For that matter, what liabilities are we talking about here? Hosting a website? Maybe i am just naive, but what else is there?


https://www.w3.org/People has a list of 57 people and what their role is - it's not clear to me if they are all full time paid staff but I think most of them are.

Two people listed as CFO? <shrug>

Wow who knew they had so many full time employees? To be honest I assumed it was entirely volunteers & people employed at other companies, like the C++ standards committee.

Note that OP (Robin Berjon) works for Filecoin, a crypto project that raised a huge ICO and has never really delivered on all of the promised hype. His full-time role is to get Filecoin's projects more embedded into standards like those the w3c oversees. And they obviously have specific opinions about how they'd like to see the w3c run.

I would take a skeptical view of his take on what's happening. The w3c is a very dysfunctional organization and there has been a lot of turmoil internally. Jeff Jaffe who had been CEO for more than a decade quit in November. There are power plays behind the scenes to fill this vacuum.

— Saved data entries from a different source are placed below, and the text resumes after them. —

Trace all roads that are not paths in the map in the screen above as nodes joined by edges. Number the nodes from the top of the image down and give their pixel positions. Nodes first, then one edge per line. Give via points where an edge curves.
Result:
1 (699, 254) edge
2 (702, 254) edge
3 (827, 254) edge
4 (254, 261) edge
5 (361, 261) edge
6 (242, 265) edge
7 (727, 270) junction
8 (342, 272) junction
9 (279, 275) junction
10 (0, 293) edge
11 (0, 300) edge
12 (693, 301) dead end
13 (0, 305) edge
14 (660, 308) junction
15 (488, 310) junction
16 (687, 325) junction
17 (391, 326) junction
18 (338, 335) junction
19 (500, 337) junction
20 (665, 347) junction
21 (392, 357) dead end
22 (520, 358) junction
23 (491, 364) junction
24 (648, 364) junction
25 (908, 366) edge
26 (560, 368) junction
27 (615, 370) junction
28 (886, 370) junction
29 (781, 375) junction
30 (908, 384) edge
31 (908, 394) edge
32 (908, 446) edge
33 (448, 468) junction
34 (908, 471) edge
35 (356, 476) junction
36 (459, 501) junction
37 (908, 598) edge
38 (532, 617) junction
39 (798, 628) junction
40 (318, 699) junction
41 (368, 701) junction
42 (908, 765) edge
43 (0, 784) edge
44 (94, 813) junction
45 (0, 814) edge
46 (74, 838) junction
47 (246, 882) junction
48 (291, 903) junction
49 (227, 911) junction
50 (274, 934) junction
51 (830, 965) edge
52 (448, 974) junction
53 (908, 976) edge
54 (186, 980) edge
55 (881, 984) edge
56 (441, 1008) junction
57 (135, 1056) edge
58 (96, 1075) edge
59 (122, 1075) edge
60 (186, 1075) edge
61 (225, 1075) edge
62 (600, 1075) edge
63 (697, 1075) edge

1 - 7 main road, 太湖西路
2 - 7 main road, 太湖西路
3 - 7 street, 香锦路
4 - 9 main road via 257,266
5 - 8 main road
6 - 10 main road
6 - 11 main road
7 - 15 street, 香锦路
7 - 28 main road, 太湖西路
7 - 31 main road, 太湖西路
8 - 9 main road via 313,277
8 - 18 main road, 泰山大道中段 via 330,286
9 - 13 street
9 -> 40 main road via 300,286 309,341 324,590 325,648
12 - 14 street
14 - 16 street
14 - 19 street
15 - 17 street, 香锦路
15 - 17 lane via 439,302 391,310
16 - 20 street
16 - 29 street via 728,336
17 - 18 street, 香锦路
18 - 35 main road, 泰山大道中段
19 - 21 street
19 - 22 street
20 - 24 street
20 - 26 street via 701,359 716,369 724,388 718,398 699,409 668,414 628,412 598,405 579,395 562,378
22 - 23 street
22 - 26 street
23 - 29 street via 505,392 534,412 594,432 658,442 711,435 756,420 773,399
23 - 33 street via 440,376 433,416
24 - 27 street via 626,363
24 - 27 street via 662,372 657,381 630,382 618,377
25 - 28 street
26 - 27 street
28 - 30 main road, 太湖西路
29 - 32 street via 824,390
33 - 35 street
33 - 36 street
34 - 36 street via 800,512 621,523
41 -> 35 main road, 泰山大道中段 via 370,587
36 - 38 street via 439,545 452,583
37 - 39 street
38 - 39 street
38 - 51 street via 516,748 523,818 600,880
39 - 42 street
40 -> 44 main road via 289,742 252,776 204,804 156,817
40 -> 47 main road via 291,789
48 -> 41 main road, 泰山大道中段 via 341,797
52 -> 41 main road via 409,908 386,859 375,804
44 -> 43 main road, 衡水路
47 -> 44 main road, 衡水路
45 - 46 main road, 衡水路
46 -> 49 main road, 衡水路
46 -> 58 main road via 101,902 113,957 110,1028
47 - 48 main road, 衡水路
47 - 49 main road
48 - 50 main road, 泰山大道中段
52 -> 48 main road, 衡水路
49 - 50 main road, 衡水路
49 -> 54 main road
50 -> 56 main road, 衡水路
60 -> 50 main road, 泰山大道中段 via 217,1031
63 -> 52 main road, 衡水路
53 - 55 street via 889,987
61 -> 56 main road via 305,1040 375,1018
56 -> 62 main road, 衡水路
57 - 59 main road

W3C pushing crypto nonsense is in my opinion killing aby remaining respect for the organization. Stuff like the DID standards earlier this year are nonsense and were heavily objected by maintainers of Firefox and Chrome, but got pushed through anyways. Will they simply ignore W3C recommendations going forward? Seems likely to me. Unfortunately I'm not aware of any other organization working on a widely accepted list of web standards.

https://www.theregister.com/AMP/2022/07/01/w3c_overrules_obj...


I am seeing currently w3c people pushing blockchain stuff in European cloud standardization activities. This really worrying me. This explains to me now why W3C seems so broken.

I never quite understood why blockchain vaporware is so prevalent in europe. It is also popular in the US, sure, but it seems more embedded and at higher levels than in the EU. Is there a reason why? (I'm not necessarily talking about crypto coins specifically, more about blockchain as a technology in general)

What are you talking about?

one or two sources for this would be welcome

This is first account from meetings I attended as part of the big data value association with W3C presenting on technology convergence for data spaces. Alot was on DIDs which seem to be a pillar of the European Blockchain service infrastructure standardized by W3C [1]

[1] https://www.eqar.eu/qa-results/synergies/european-blockchain...


> Unfortunately I'm not aware of any other organization working on a widely accepted list of web standards.

Maybe I'm misunderstanding, but the HTML 5 spec is entirely the work of Ian Hickson/WHATWG (financed by Google), and has been for over ten years. Until about 2018 W3C has merely snapshotted, rubberstamped, and editorialized WHATWG's specs, and has since stopped doing even that, and now W3C's HTML5.2 spec has a banner retroactively redirecting you to WHATWG's current head [1]. W3C is involved via the CSS WG and ARIA still. But yeah, as a standardization body, W3C has failed spectacularly. There's no standard as such; WHATWG's "living standard" is merely a stagnant (yet still unversioned) memorandum of understanding of extant browser vendors (Google Chrome and Google-financed Mozilla plus Safari) to implement features, with a large part of browser APIs not implemented by FF and Safari due to fingerprinting concerns.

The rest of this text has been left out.